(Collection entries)
_ _ _

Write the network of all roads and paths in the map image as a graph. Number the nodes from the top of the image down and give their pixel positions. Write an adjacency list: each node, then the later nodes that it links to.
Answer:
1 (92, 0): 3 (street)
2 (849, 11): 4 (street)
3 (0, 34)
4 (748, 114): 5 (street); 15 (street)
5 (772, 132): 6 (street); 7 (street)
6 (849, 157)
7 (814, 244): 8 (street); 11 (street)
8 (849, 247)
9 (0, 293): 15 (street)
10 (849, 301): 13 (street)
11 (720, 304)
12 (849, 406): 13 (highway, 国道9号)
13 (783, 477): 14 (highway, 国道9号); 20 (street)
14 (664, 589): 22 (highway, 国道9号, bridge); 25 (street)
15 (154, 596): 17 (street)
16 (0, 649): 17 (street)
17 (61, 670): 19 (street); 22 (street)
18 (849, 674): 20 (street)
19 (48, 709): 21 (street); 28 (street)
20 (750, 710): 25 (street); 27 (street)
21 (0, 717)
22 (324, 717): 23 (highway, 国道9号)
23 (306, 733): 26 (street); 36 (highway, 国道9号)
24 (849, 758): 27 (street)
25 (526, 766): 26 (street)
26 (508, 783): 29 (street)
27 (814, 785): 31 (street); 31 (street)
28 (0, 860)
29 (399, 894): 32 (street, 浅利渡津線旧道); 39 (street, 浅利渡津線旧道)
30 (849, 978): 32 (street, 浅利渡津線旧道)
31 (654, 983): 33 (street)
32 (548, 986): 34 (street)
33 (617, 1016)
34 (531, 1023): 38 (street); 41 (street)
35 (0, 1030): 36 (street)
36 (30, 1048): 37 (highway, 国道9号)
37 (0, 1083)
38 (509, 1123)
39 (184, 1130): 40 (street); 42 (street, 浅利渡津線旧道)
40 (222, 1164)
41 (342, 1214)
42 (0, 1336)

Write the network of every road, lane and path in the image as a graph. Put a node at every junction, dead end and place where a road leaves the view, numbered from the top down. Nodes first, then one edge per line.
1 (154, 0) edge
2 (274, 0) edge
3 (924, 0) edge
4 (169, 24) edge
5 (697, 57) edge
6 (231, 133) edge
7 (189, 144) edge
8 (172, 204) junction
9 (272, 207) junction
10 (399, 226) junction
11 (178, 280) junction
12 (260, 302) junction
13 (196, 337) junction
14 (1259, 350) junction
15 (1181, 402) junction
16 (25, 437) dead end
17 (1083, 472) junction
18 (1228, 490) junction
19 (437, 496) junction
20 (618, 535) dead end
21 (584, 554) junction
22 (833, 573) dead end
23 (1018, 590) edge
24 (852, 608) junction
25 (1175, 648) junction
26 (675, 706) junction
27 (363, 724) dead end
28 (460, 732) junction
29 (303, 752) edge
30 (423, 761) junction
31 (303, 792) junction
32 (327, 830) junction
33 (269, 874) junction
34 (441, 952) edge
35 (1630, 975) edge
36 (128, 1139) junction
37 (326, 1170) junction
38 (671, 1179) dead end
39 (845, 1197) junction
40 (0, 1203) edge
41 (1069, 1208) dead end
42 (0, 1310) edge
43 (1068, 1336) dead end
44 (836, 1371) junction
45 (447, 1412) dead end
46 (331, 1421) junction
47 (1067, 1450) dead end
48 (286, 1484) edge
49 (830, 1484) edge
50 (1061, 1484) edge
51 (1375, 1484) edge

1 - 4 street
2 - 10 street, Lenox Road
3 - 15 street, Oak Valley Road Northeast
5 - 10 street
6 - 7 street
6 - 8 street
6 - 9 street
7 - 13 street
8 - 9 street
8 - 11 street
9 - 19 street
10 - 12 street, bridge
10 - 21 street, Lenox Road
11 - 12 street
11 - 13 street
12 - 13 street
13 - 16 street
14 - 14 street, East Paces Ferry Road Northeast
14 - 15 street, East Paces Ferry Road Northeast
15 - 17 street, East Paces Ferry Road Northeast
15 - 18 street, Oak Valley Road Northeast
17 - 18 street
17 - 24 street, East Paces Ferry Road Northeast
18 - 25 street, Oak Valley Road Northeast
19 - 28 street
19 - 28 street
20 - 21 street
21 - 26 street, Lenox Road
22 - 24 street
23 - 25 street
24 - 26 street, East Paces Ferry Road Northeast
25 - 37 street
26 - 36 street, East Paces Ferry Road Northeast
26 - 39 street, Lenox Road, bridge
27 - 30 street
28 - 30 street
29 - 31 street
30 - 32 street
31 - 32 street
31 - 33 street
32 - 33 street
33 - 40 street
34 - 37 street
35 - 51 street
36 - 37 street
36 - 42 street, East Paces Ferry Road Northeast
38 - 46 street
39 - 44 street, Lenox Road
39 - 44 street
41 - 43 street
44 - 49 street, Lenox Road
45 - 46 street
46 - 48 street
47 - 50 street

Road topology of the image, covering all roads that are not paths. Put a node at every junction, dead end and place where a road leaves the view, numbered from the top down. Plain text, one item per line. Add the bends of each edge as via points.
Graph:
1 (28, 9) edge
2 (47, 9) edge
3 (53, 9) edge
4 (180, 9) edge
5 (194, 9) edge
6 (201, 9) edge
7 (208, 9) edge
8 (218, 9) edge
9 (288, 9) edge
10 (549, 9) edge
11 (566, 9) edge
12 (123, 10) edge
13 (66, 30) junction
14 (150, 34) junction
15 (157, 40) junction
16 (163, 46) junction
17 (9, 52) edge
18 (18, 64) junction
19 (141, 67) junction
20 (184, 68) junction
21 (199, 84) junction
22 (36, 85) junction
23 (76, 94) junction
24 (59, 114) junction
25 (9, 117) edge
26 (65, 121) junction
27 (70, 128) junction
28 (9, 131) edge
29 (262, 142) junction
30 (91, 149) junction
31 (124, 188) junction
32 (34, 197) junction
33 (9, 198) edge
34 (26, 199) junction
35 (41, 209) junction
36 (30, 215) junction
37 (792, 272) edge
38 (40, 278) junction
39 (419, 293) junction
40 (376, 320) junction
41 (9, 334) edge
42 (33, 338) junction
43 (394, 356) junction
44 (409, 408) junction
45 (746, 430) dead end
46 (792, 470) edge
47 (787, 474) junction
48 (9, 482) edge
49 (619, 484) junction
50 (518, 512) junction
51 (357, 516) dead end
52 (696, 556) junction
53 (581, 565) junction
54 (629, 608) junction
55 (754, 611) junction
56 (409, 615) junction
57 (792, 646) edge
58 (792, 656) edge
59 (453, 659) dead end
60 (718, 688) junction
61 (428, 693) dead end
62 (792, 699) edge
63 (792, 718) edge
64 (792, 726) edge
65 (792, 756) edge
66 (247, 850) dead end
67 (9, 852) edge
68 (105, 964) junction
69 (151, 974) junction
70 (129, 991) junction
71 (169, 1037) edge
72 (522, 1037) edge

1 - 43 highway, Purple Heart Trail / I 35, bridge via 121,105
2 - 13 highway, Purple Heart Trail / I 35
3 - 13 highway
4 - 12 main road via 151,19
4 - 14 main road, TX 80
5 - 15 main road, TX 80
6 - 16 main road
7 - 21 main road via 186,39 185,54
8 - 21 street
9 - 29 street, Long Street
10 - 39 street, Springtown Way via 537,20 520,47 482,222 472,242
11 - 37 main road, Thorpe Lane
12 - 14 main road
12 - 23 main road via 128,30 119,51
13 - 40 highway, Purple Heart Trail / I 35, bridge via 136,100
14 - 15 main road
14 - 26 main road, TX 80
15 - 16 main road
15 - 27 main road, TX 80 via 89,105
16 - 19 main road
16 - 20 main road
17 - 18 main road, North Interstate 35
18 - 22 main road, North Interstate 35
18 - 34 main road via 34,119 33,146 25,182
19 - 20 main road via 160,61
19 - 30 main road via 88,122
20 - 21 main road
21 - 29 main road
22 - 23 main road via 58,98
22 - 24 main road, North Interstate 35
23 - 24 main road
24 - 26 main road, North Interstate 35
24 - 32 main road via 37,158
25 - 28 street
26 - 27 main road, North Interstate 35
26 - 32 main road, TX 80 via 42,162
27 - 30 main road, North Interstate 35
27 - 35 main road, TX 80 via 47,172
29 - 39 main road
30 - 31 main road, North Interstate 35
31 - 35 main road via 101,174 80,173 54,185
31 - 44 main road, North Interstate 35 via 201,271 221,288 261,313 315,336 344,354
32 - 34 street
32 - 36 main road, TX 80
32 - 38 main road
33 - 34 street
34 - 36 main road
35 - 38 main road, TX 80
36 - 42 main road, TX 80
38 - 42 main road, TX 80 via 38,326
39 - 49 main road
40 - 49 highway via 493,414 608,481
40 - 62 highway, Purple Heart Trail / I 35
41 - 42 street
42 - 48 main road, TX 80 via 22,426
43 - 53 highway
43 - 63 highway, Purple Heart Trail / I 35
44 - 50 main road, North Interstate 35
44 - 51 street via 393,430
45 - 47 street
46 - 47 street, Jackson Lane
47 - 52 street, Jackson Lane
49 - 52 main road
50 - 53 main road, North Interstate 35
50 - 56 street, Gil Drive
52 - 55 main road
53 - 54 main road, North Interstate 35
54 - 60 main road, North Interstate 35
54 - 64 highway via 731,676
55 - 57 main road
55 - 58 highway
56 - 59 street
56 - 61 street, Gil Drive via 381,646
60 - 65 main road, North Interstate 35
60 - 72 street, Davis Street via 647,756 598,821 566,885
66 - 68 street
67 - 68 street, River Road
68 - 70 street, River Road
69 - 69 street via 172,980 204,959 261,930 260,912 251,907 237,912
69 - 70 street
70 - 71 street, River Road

_ _ _

Looking at the entries above, copy out every line in which "Drive" occurs.

### Expected answer
50 - 56 street, Gil Drive
56 - 61 street, Gil Drive via 381,646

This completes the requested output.